Durch ihr Interesse an Weltraum und Raumfahrt fanden Tilo Rischmann und Alec Szemjonnec (G10c) zu ihrem Thema „Mars ONE“ – dem Plan einer privaten Stiftung, die sich zum Ziel gesetzt hat, bis zum Jahr 2025 Menschen auf dem Mars landen zu lassen und dort eine dauerhaft bewohnbare Siedlung zu errichten. Mittels beeindruckender Bilder erklärten sie die notwendige Technik, und dass das Missionskonzept darauf basiere, dass die teilnehmenden Astronauten nicht zur Erde zurückkehrten und somit ihr restliches Leben auf dem Mars verbringen würden.

Während der Pause konnten sich Eltern und Schüler im Foyer an Stellwänden die Ausstellung der Arbeiten zu den Themen „Artgerechte Pferdehaltung“, „Gesunde Ernährung-Vegetarismus“ oder „Das Gehirn und unsere Träume“ ansehen.

Der zweite Teil des Abends war geprägt von Themen, wie Depressionen, Ängste und Phobien und Sterbehilfe. Linda Brings (G9b) hatte angefangen sich für Sterbehilfe zu interessieren, als ein Nachbar an Krebs erkrankte.
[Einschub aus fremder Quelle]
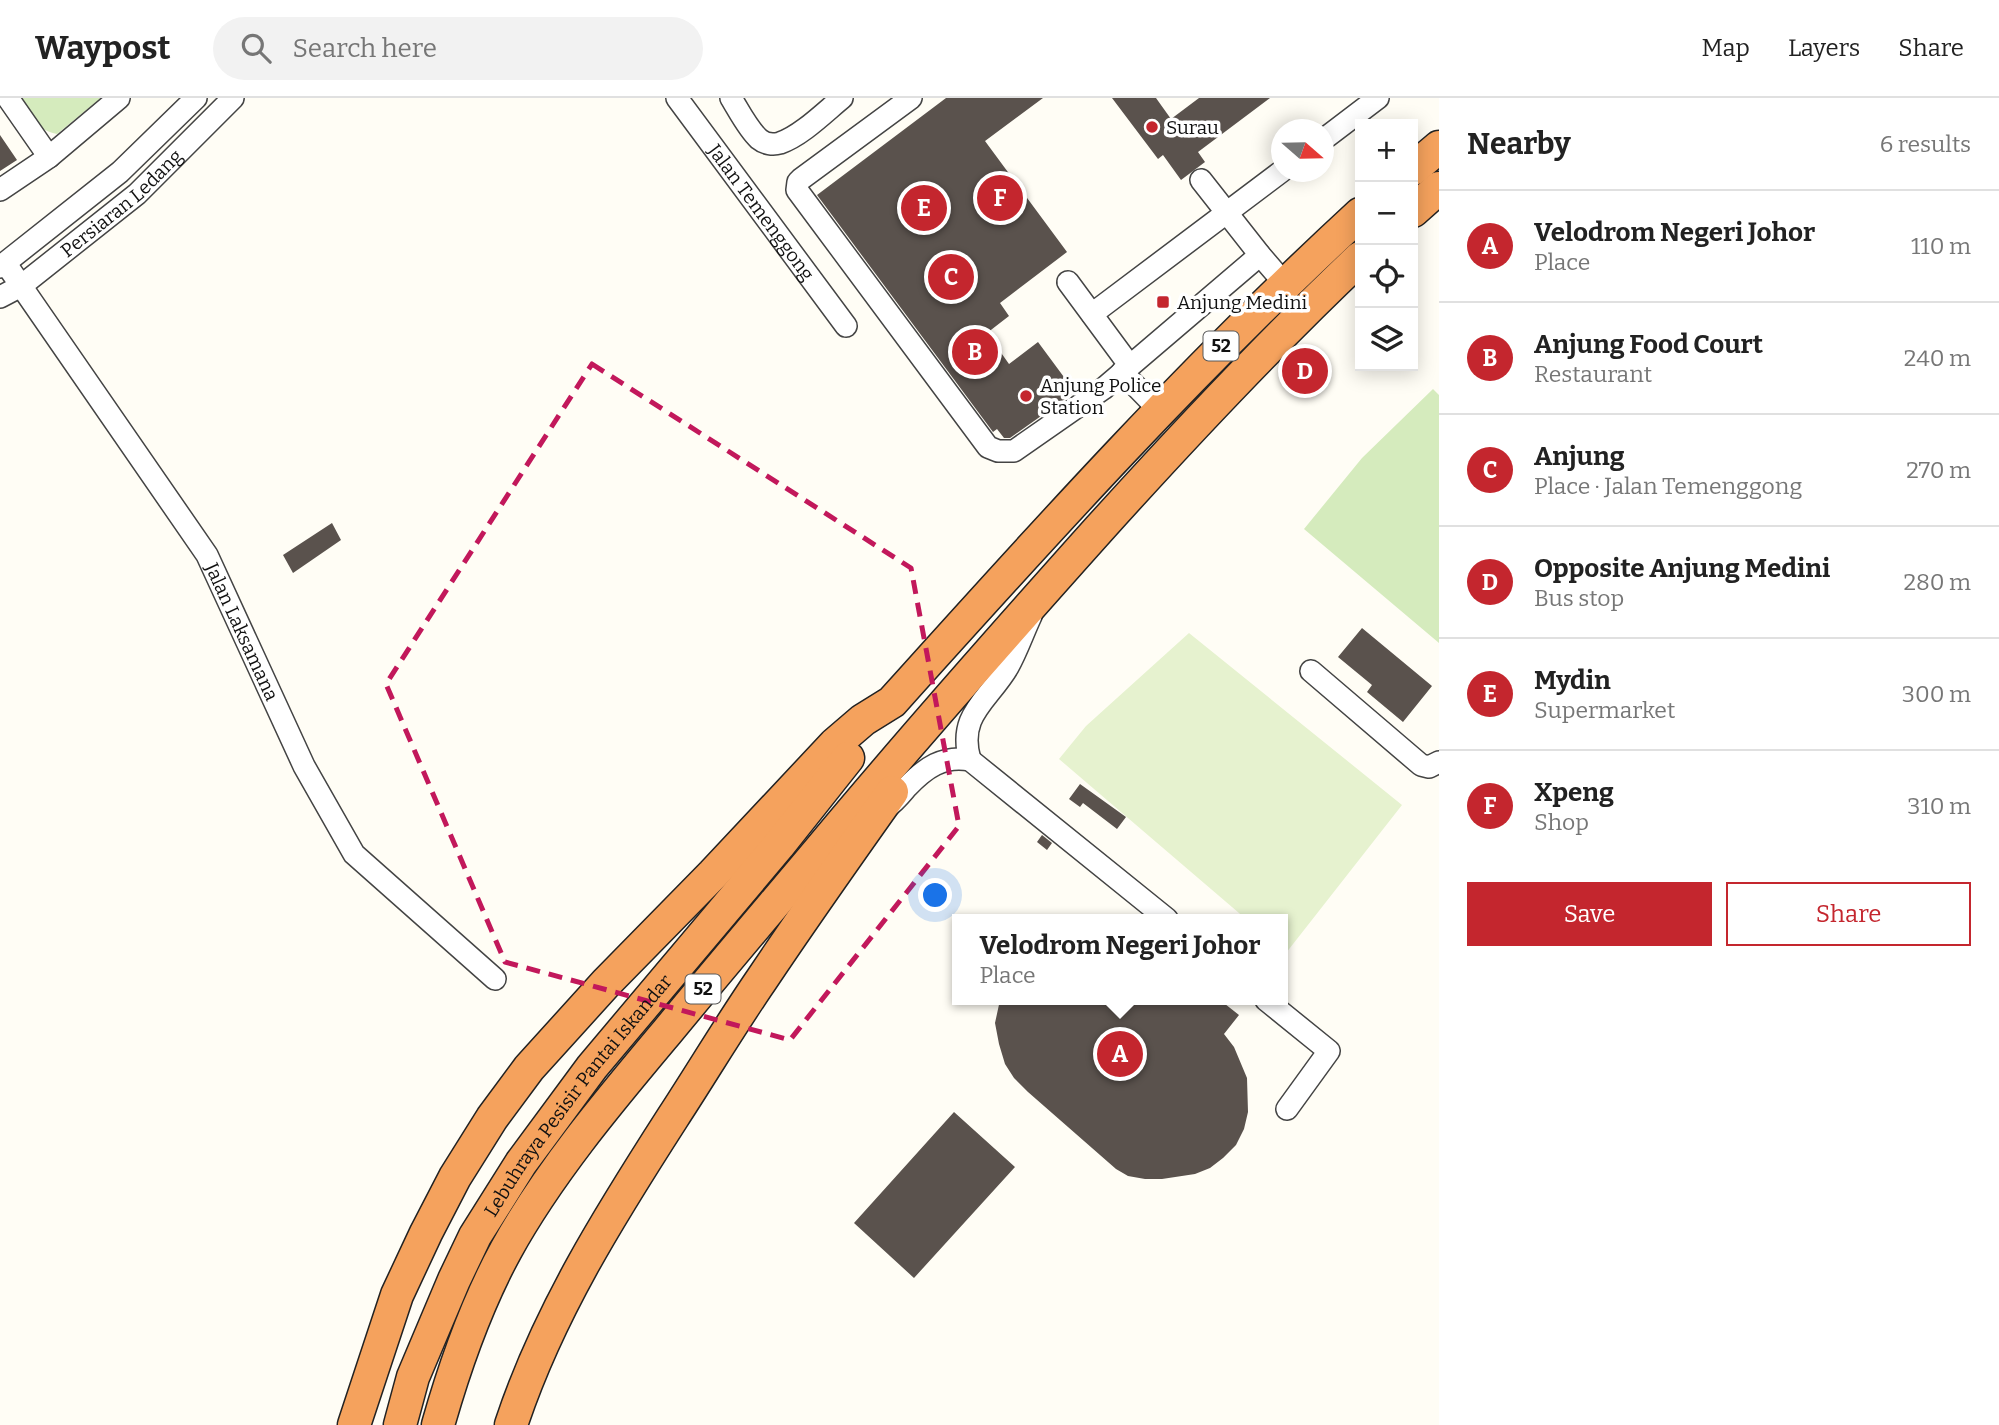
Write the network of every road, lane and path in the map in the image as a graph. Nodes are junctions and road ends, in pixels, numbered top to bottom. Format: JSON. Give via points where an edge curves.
{"nodes":[{"id":1,"x":8,"y":98,"type":"edge"},
{"id":2,"x":119,"y":98,"type":"edge"},
{"id":3,"x":196,"y":98,"type":"edge"},
{"id":4,"x":233,"y":98,"type":"edge"},
{"id":5,"x":677,"y":98,"type":"edge"},
{"id":6,"x":731,"y":98,"type":"edge"},
{"id":7,"x":842,"y":98,"type":"edge"},
{"id":8,"x":911,"y":98,"type":"edge"},
{"id":9,"x":1378,"y":98,"type":"edge"},
{"id":10,"x":1334,"y":131,"type":"edge"},
{"id":11,"x":1439,"y":147,"type":"edge"},
{"id":12,"x":49,"y":157,"type":"junction"},
{"id":13,"x":1418,"y":165,"type":"edge"},
{"id":14,"x":1271,"y":179,"type":"edge"},
{"id":15,"x":1201,"y":180,"type":"dead end"},
{"id":16,"x":1439,"y":188,"type":"edge"},
{"id":17,"x":0,"y":190,"type":"edge"},
{"id":18,"x":1418,"y":207,"type":"edge"},
{"id":19,"x":1226,"y":212,"type":"junction"},
{"id":20,"x":1355,"y":220,"type":"edge"},
{"id":21,"x":1260,"y":255,"type":"junction"},
{"id":22,"x":1355,"y":263,"type":"edge"},
{"id":23,"x":3,"y":265,"type":"edge"},
{"id":24,"x":1068,"y":282,"type":"dead end"},
{"id":25,"x":1285,"y":284,"type":"junction"},
{"id":26,"x":21,"y":286,"type":"junction"},
{"id":27,"x":0,"y":297,"type":"edge"},
{"id":28,"x":1092,"y":314,"type":"junction"},
{"id":29,"x":846,"y":326,"type":"dead end"},
{"id":30,"x":1126,"y":369,"type":"junction"},
{"id":31,"x":1159,"y":410,"type":"junction"},
{"id":32,"x":1040,"y":595,"type":"junction"},
{"id":33,"x":1311,"y":671,"type":"dead end"},
{"id":34,"x":892,"y":702,"type":"junction"},
{"id":35,"x":914,"y":738,"type":"junction"},
{"id":36,"x":971,"y":760,"type":"junction"},
{"id":37,"x":1439,"y":762,"type":"edge"},
{"id":38,"x":878,"y":811,"type":"junction"},
{"id":39,"x":1161,"y":914,"type":"edge"},
{"id":40,"x":495,"y":979,"type":"dead end"},
{"id":41,"x":1272,"y":1005,"type":"edge"},
{"id":42,"x":1287,"y":1108,"type":"dead end"},
{"id":43,"x":354,"y":1425,"type":"edge"},
{"id":44,"x":400,"y":1425,"type":"edge"},
{"id":45,"x":438,"y":1425,"type":"edge"},
{"id":46,"x":512,"y":1425,"type":"edge"}],
"edges":[{"from":1,"to":12,"type":"street"},
{"from":2,"to":12,"type":"street"},
{"from":3,"to":23,"type":"street","name":"Persiaran Ledang","via":[[120,172]]},
{"from":4,"to":26,"type":"street","name":"Persiaran Ledang","via":[[137,194]]},
{"from":5,"to":29,"type":"street","name":"Jalan Temenggong"},
{"from":6,"to":7,"type":"street","via":[[758,138],[774,144],[800,131]]},
{"from":8,"to":30,"type":"street","via":[[798,182],[797,190],[988,447],[1014,451]]},
{"from":9,"to":10,"type":"street"},
{"from":11,"to":13,"type":"highway"},
{"from":12,"to":17,"type":"street"},
{"from":14,"to":19,"type":"street"},
{"from":15,"to":19,"type":"street"},
{"from":16,"to":18,"type":"highway"},
{"from":19,"to":21,"type":"street"},
{"from":19,"to":28,"type":"street"},
{"from":20,"to":25,"type":"highway","number":"52"},
{"from":21,"to":25,"type":"street"},
{"from":21,"to":30,"type":"street"},
{"from":22,"to":32,"type":"highway","number":"52","via":[[1186,433]]},
{"from":23,"to":26,"type":"street","name":"Jalan Laksamana"},
{"from":24,"to":28,"type":"street"},
{"from":25,"to":31,"type":"highway","number":"52"},
{"from":26,"to":27,"type":"street","name":"Persiaran Ledang"},
{"from":26,"to":40,"type":"street","name":"Jalan Laksamana","via":[[207,555],[304,765],[354,854]]},
{"from":28,"to":30,"type":"street"},
{"from":30,"to":31,"type":"street"},
{"from":31,"to":34,"type":"highway","number":"52"},
{"from":32,"to":35,"type":"highway","number":"52"},
{"from":32,"to":36,"type":"street","via":[[1008,667],[970,722],[966,746]]},
{"from":33,"to":37,"type":"street","via":[[1421,765]]},
{"from":34,"to":43,"type":"highway","via":[[835,744],[529,1068],[484,1130],[426,1233],[397,1295]]},
{"from":34,"to":44,"type":"highway","name":"Lebuhraya Pesisir Pantai Iskandar","number":"52","via":[[779,845],[592,1067],[521,1163],[475,1236],[454,1280],[413,1377]]},
{"from":35,"to":38,"type":"highway","via":[[904,775]]},
{"from":35,"to":45,"type":"highway","name":"Lebuhraya Pesisir Pantai Iskandar","number":"52","via":[[624,1083],[548,1185],[481,1299]]},
{"from":36,"to":38,"type":"street","via":[[947,759],[927,769],[892,804]]},
{"from":36,"to":39,"type":"street"},
{"from":38,"to":46,"type":"highway","via":[[761,980],[599,1235],[540,1349]]},
{"from":41,"to":42,"type":"street","via":[[1329,1051]]}]}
Da ihre Mitschülerinnen Alina Childs und Carlotta Kehlenbeck ebenfalls mit dem Thema Berührungspunkte hatten, war die Idee zu dem Projekt geboren. Ausführlich und anhand von Fallbeispielen gingen die Referentinnen auf die Problematik der rechtlichen Einordnung der Sterbehilfe – Mord oder Suizid – in Deutschland und anderen Ländern ein und beleuchteten die unterschiedlichen Positionen der Befürworter und Gegner. Sie selber plädieren dafür, wenn die Sterbenden Hilfe und Begleitung durch Hospiz- und Palliativdienste bekämen. Das erklärten sie übereinstimmend zum Abschluss ihres sensiblen Vortrages.

Insgesamt stellten 27 Schüler nach teilweise fünfmonatiger Vorbereitungszeit ihre Ergebnisse vor und ernteten dafür lautstarken Beifall und Anerkennung, so dass es im nächsten Jahr sicherlich eine elfte Auflage des Drehtürprojektes geben wird.